Project Jigsaw (Mark Reinhold, Sun Microsystems)
One of the most significant changes in JDK 7 will be to modularize the code base, to modularize the platform, and to enable the modularization of applications, all via Project Jigsaw. I'll discuss how the introduction of language-level modules, in concert with corresponding updates to the tool chain and the runtime environment, should to allow applications and libraries written in Java to be distributed as sensible and familiar distro-specific packages.
JNode (Levente Sántha and others, JNode.org)

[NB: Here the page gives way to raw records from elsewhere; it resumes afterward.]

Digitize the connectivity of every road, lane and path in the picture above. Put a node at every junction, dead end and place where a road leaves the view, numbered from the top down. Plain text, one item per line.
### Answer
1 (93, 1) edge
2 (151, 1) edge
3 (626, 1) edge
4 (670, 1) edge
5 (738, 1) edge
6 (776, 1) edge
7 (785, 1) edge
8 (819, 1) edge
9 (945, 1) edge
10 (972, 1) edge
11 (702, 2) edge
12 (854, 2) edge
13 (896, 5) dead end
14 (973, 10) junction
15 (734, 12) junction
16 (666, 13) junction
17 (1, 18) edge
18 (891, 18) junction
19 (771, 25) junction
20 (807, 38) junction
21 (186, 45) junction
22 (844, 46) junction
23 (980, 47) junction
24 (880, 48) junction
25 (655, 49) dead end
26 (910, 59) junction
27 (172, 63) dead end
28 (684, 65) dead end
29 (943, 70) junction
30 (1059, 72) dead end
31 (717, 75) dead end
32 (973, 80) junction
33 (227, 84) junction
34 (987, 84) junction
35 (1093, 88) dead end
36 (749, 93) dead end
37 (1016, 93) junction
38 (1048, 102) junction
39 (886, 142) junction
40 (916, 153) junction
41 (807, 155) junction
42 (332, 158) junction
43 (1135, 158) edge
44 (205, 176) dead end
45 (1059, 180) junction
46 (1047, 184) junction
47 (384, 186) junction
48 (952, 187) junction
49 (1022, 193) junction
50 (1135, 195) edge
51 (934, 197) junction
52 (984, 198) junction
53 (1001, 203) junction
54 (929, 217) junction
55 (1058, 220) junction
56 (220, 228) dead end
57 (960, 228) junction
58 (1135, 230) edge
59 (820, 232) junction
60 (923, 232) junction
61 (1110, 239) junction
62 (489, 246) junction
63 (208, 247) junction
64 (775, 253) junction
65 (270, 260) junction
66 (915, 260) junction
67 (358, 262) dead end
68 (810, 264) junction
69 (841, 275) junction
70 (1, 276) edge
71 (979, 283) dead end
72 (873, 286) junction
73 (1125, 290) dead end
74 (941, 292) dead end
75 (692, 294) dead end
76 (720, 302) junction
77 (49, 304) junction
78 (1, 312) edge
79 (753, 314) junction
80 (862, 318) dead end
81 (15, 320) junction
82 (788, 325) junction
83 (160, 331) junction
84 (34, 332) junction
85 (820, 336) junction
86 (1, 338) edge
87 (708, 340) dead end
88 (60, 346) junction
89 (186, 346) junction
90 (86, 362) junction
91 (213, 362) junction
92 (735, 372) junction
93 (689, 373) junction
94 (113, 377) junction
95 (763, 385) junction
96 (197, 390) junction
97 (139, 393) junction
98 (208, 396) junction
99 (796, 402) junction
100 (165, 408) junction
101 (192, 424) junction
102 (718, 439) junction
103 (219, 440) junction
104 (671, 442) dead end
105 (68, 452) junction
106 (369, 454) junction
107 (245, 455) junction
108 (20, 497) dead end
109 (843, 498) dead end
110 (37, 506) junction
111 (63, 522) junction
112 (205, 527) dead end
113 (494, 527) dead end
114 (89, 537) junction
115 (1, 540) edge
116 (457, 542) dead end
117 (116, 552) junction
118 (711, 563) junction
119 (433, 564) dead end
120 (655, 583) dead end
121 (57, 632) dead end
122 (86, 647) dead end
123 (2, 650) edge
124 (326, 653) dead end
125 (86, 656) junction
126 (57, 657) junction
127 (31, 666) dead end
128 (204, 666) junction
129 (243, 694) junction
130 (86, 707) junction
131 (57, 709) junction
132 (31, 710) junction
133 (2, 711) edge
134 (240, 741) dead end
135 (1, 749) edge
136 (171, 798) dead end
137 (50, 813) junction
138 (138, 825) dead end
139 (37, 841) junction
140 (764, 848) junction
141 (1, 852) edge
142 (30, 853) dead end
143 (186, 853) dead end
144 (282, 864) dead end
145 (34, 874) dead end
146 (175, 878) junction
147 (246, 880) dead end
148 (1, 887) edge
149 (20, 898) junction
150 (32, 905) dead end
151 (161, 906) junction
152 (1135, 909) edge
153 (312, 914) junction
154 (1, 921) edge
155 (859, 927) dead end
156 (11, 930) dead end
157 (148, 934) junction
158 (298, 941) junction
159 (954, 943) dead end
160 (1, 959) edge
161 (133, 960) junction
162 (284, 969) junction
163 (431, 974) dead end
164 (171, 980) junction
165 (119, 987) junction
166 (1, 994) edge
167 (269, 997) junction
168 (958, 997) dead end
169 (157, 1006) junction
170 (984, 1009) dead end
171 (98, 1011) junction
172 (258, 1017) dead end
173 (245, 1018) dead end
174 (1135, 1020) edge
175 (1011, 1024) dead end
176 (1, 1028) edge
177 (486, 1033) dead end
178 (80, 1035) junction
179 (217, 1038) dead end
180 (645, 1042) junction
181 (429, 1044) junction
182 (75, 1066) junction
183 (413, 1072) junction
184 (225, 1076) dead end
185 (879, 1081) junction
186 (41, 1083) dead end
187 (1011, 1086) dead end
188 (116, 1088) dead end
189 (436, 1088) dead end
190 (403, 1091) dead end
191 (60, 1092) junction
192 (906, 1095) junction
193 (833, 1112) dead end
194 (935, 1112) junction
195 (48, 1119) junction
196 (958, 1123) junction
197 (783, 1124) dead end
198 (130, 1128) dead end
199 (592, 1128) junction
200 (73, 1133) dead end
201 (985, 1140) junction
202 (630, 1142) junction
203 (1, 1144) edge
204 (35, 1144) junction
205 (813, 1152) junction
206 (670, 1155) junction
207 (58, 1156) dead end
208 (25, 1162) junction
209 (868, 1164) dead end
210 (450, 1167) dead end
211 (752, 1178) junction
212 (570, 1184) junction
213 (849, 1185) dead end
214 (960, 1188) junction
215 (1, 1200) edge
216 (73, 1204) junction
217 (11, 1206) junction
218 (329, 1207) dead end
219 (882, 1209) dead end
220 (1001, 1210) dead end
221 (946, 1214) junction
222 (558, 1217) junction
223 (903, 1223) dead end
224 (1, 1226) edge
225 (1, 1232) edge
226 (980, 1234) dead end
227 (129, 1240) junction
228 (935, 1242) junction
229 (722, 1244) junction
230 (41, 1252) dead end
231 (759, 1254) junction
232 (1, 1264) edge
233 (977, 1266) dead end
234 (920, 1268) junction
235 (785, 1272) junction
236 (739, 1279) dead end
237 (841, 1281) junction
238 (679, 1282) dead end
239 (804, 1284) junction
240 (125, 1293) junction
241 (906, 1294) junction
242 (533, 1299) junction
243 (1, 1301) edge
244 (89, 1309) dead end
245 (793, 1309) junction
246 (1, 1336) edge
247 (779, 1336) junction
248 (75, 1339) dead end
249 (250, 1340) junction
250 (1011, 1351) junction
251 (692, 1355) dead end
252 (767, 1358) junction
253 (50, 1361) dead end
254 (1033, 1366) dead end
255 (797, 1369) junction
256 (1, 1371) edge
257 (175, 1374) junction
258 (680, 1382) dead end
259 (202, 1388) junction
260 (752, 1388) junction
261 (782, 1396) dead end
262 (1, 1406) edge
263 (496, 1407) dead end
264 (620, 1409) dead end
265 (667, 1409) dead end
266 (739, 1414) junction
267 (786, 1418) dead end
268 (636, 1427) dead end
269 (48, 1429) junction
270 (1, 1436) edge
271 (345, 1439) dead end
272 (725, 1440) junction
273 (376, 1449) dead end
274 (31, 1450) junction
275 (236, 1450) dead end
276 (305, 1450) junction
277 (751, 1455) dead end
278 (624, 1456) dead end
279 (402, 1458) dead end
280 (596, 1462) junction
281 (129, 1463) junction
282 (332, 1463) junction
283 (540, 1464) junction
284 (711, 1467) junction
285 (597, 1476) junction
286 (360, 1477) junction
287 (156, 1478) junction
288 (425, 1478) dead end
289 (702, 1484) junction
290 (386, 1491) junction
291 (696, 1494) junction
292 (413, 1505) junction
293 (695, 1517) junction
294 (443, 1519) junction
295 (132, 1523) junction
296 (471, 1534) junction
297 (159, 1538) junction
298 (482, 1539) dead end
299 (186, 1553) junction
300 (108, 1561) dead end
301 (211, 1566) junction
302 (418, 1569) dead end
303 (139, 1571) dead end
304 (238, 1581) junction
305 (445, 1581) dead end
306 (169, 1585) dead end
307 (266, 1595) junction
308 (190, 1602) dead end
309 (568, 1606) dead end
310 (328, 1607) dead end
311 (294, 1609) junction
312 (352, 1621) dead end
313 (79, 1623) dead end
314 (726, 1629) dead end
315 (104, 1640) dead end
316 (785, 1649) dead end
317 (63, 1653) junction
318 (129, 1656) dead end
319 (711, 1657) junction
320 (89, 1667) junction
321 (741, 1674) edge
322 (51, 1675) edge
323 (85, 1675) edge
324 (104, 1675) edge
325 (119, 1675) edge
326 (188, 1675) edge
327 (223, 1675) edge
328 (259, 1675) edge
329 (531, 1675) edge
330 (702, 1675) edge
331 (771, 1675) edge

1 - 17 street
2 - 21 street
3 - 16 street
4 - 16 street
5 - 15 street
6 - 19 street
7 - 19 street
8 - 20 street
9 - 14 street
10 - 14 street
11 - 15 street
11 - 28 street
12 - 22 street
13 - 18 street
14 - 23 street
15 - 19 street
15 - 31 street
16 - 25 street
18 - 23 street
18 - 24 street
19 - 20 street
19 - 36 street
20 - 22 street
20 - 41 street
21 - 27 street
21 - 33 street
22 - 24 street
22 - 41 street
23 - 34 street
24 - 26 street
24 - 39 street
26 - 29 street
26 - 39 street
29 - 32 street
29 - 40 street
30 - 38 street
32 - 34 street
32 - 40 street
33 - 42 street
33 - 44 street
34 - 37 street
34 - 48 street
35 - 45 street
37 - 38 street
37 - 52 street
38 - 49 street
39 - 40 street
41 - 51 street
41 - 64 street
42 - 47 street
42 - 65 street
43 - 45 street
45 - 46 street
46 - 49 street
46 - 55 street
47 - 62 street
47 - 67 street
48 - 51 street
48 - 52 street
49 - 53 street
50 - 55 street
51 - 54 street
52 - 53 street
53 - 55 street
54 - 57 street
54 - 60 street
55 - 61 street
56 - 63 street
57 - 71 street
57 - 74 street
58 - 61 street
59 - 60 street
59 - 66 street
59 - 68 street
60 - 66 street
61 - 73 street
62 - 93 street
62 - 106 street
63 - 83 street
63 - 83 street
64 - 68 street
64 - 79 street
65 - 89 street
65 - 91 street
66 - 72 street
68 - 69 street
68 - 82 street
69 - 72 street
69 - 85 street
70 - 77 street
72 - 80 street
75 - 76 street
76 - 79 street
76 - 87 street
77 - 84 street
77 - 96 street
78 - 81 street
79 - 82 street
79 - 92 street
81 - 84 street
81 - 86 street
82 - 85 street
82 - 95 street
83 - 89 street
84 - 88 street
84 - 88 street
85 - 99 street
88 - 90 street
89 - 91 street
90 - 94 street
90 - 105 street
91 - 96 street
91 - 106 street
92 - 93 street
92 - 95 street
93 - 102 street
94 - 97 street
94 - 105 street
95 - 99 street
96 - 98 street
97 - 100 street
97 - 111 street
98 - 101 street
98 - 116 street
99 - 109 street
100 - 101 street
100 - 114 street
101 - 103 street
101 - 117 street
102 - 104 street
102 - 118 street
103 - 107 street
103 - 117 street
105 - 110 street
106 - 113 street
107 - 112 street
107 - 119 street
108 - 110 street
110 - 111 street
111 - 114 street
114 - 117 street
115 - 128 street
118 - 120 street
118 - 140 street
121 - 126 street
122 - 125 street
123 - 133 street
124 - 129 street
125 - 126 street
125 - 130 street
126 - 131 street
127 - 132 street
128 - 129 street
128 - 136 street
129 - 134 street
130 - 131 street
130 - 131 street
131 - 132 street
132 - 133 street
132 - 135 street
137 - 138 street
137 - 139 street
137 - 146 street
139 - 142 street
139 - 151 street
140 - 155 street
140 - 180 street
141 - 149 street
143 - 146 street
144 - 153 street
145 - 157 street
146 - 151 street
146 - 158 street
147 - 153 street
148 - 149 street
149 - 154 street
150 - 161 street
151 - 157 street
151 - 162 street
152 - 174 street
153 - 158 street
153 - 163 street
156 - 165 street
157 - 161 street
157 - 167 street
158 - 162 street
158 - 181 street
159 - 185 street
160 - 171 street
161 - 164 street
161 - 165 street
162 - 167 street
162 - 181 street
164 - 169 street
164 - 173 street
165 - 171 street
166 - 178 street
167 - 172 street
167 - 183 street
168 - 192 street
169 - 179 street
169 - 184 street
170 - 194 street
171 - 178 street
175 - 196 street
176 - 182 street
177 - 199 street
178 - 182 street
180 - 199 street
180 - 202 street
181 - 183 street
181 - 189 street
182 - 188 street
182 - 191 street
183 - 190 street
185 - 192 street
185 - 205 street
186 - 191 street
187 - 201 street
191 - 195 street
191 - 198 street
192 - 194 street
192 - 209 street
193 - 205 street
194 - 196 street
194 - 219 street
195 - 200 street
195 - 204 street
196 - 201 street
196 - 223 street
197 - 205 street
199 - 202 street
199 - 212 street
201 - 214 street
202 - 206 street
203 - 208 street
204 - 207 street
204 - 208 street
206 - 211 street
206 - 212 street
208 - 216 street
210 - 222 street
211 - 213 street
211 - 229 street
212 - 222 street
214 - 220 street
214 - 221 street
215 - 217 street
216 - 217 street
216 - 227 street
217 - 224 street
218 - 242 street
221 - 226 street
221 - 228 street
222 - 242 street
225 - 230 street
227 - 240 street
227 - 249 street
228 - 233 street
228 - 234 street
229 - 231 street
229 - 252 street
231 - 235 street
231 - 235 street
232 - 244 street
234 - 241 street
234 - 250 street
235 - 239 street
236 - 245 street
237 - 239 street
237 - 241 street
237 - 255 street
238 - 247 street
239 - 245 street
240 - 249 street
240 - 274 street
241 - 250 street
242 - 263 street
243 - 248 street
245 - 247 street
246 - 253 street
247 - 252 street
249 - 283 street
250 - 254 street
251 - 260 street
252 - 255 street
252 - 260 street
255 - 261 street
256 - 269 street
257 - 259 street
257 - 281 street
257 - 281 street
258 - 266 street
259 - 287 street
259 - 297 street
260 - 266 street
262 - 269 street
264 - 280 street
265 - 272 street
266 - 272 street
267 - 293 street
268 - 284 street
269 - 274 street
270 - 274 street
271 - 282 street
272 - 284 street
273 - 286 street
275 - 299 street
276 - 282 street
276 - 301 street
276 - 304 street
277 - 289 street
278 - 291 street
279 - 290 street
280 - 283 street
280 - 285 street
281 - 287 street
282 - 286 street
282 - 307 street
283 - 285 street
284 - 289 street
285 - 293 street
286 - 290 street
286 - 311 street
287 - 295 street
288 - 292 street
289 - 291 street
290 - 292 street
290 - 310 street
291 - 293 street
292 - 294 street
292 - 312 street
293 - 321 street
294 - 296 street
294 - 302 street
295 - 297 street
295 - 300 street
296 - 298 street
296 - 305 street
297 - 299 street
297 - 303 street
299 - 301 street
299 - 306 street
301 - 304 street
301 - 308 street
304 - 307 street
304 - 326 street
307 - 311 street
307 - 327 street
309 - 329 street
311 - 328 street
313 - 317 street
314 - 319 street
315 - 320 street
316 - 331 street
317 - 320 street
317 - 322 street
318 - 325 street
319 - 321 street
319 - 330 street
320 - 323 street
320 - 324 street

This talk will give an overview of JNode and its current state:
1. Overview of JNode
- History of JNode
2. JNode and OpenJDK
- State of JNode's classlib
- Missing and problematic parts
We could talk anywhere from 10 to 45 minutes. Topic 2. is the most important one for us. Depending on the given time frame we get, we'll make 1. and 3. longer/shorter or leave it out.
Pure GPL - Is it still up to date? (Terrence Barr, Sun Microsystems)
Many successful open source projects use pure GPL - true to the ideal of free software - requiring everyone to contribute under the same, open terms.
But as open source increasingly becomes a foundation for core functionality used both in non-commercial as well as commercial ways the call for more liberal licenses is getting louder. GPL with classpath exception, LGPL, BSD, Apache, Eclipse, and others allow adopters to build upon the open source code in proprietary ways - violating the true spirit of free software but giving developers more freedoms to chose the best approach for their project or product.
This session aims to be a free-flowing discussion on the question whether pure GPL without any exceptions is still up to date with the changes occurring the software industry.
VM Rumble: Introducing the Java ME phoneME CLDC and CDC VMs (Terrence Barr, Sun Microsystems)
The Java Mobile & Embedded Community (http://www.mobileandembedded.org) hosts Sun's GPL'ed Java ME VM projects called phoneME Feature and phoneME Advanced.
phoneME Feature is a product-quality, highly-optimized CLDC/MIDP stack designed for resource-constrained platforms such as mobile phones and embedded devices. The commercial version has shipped millions of times.
phoneME Advanced is a product-quality, highly-optimized CDC/FP/PBP stack designed for advanced platforms such as smart-phones set-top boxes, IP TV, and other higher-end embedded applications. It is the base for many interesting projects and products, beating most other embedded VMs in performance, footprint, and robustness.
Let us introduce you to both VMs, their communities and code bases, and show you some of the interesting projects they are being used in.
OpenJDK 6 (Joe Darcy, Sun Microsystems)
Where are we with OpenJDK 6 today and where will we go tomorrow? The origins and initial design decision of the project will be discussed and well as possible future directions of the project.
Small Language Changes (Joe Darcy, Sun Microsystems)
In addition to modularity support, JDK 7 is also planned to have a number of small language changes. Unlike previous JSRs to change the Java programming language, this project will be taking input from a public call for proposals phase. I'll be talking about criteria developed to evaluate language changes and the current status of the project.
Jalimo: Cross-compiling OpenJDK using IcedTea and OpenEmbedded (Robert Schuster)
XRender Java2D Pipeline (Clemens Eisserer)
- Small overview over the current X11 pipeline and (not so) recent xorg enhancements and the problems they cause for Java, very short introduction into XRender's features and how it maps to Java2D's functionality.
- Presentation of the existing Java/C based implementation that was created at the OpenJDK Challenge
- Future development, goals and design of the new pure Java based pipeline.
My talk would take ~15 minutes, I could be a bit late on Saturday (I am guaranteed to be at fosdem at 2 p.m.).
Gervill Software Synthesizer (Karl Helgason)
- How it began
- History of progress
- Future improvements
And if possible some demonstrations.